O VERBO SE FEZ CARNE E VIMOS A SUA GLÓRIA
Geraldo Barboza de Carvalho
Jesus Cristo é Deus visível num corpo de homem. "Nele habita corporalmente toda a plenitude da divindade". O Deus todo-poderoso, incomensurável, maior que o qual não existe outro, movido por amor de entranhas, por misericórdia sem limite, um dia decidiu rebaixar-se até suas criaturas e fazer-se uma delas, dando ao Filho único um corpo igual ao de qualquer ser humano, para partilhar nosso destino, experimentar no próprio corpo a fragilidade, os limites e fraquezas da condição humana, da carne, até o pecado, pois sem ter pecado, "Deus o fez pecado, maldição, vítima de expiação, bode expiatório", para cancelar a maldição, apagar o pecado do mundo e de cada ser humano, pela fé no sacrifício único e irrepetível de Jesus Cristo, o Cordeiro de Deus. Este evento inaudito encheu de admiração o apóstolo e evangelista João, quando diz, extasiado : "O Verbo se fez carne e habitou entre nós, vimos a sua glória, glória que o Filho único tem, ab eterno, junto do Pai e Deus Mãe, cheio de graça e verdade" (1). A carne é a fragilidade da condição criatural, "feita do barro, do pó do chão". Fazer-se carne significa assumir a fragilidade criatural, em especial do ser humano. Jesus se fez em tudo igual a nós, pois assumiu nosso corpo de pecado e nele experimentou a kênose da condição humana. "Convinha, de fato, que aquele por quem e para quem todas as coisas existem, querendo levar muitos filhos à glória, levasse à perfeição, por meio de sofrimentos, o Autor da salvação deles. Pois, tanto o Santificador quanto os santificados, todos descendem de um só; razão porque ele não se envergonha de os chamar irmãos, dizendo: Anunciarei teu nome aos meus irmãos. Eis-me aqui com os filhos que Deus me deu. Uma vez que os filhos têm em comum carne e sangue, por isto, também Jesus participa da mesma condição (de fragilidade), para destruir pela morte o senhor da morte, isto é, Satanás; e libertar os que passaram toda a vida em estado de servidão, pelo temor da morte. Ele não veio ocupar-se com anjos, mas com a descendência de Adão e Eva. Convinha, por isto, que se tornasse semelhante aos irmãos em tudo, para ser, em relação a Deus, um sumo sacerdote misericordioso e fiel, pra expiar assim os pecados do povo. Pois, tendo ele mesmo sofrido tentação, é capaz de socorrer os que são tentados" (2).

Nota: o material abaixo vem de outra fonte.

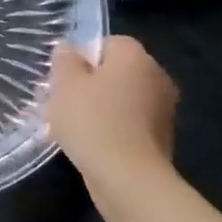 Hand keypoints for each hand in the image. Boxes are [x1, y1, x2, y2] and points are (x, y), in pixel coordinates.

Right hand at [44, 36, 178, 181]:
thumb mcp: (65, 84)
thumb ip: (64, 60)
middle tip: (59, 102)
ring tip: (68, 126)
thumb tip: (68, 49)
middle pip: (114, 71)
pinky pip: (126, 123)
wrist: (128, 178)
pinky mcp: (159, 138)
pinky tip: (88, 144)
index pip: (107, 43)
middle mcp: (156, 77)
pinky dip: (109, 128)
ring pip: (119, 98)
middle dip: (86, 84)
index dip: (80, 58)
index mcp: (136, 57)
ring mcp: (162, 109)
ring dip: (96, 107)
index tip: (61, 78)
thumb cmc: (92, 121) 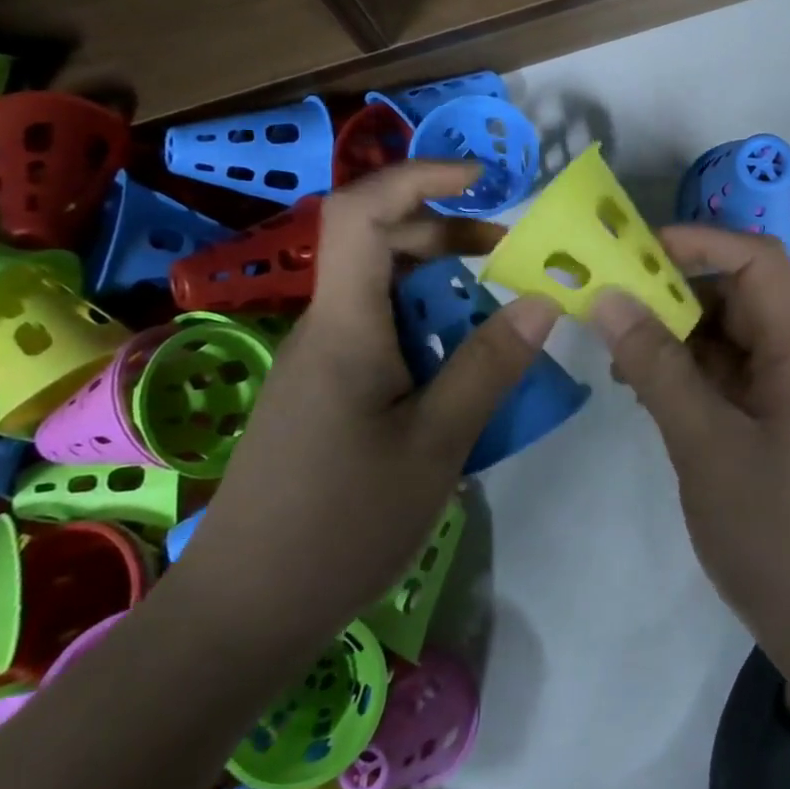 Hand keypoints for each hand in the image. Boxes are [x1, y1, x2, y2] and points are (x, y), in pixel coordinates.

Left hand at [172, 162, 561, 651]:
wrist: (246, 611)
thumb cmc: (341, 524)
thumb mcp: (436, 444)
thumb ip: (490, 365)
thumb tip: (543, 300)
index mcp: (345, 325)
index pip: (362, 213)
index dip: (417, 177)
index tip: (482, 179)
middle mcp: (327, 327)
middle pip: (377, 243)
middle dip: (447, 232)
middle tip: (509, 257)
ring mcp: (322, 361)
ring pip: (382, 290)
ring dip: (443, 285)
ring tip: (500, 315)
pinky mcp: (326, 392)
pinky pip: (381, 333)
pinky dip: (428, 328)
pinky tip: (462, 371)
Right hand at [591, 226, 789, 701]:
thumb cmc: (773, 534)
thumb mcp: (704, 445)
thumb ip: (657, 369)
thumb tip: (609, 300)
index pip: (759, 261)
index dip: (701, 243)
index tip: (635, 253)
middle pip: (739, 295)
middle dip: (675, 291)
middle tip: (611, 305)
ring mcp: (786, 395)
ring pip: (727, 337)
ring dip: (674, 336)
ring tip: (619, 357)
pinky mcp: (771, 425)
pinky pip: (725, 377)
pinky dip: (685, 373)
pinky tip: (644, 392)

Mas, que glória há na humilhação do Criador e Senhor do céu e da terra, que, "tendo condição divina, não considerou o ser igual a Deus como algo a que ciosamente se apegar. Mas, esvaziou-se a si mesmo, assumiu a condição de servo, assemelhando-se ao ser humano. E, achando-se em figura de homem, humilhou-se e foi obediente até a morte e morte de cruz"? (3). Chocante paradoxo, loucura para o mundo, em que a glória está na aparência do poder, na pompa, no prestígio. Mas, a entrada de Deus no mundo se deu sem ostentação de poder e sem glória. A encarnação do Filho eterno se deu no anonimato de uma humilde casa do insignificante lugarejo de Israel chamado Nazaré, que nem constava dos mapas geográficos da época. Que glória há em nascer entre animais e ser depositado num cocho com sobras de capim, "porque não havia lugar para mãe parir seu filho e o pai colocá-lo num berço decente, porque Jesus veio para o que era seu e os seus não o receberam"? Que glória há em ser carpinteiro até a idade de 30 anos, depois abandonar a família para viver com gente mal afamada, ignorante, sem prestígio social nem poder político: paralíticos, cegos, mudos, surdos, prostitutas, e no fim da vida ser desmoralizado como impostor, sofrer a humilhação suprema: ser preso, zombado, cuspido, flagelado, crucificado? "Multidões ficaram pasmadas à vista dele, tão desfigurado o seu aspecto estava e sua forma não parecia a de um ser humano. Ele não tinha beleza nem esplendor que pudesse atrair o nosso olhar nem formosura que pudesse deleitar-nos. Era desprezado e abandonado pelos homens, homem sujeito à dor, familiarizado com a enfermidade, como uma pessoa de quem todos escondem o rosto; desprezado, não fazíamos caso dele. E, no entanto, eram nossas enfermidades que ele levava sobre si, as nossas dores que ele carregava" (4). Como o discípulo amado pôde ver glória em tanta humilhação e desgraça que se abateu sobre Aquele que é a fonte de toda gratuidade de amor e perdão por nós?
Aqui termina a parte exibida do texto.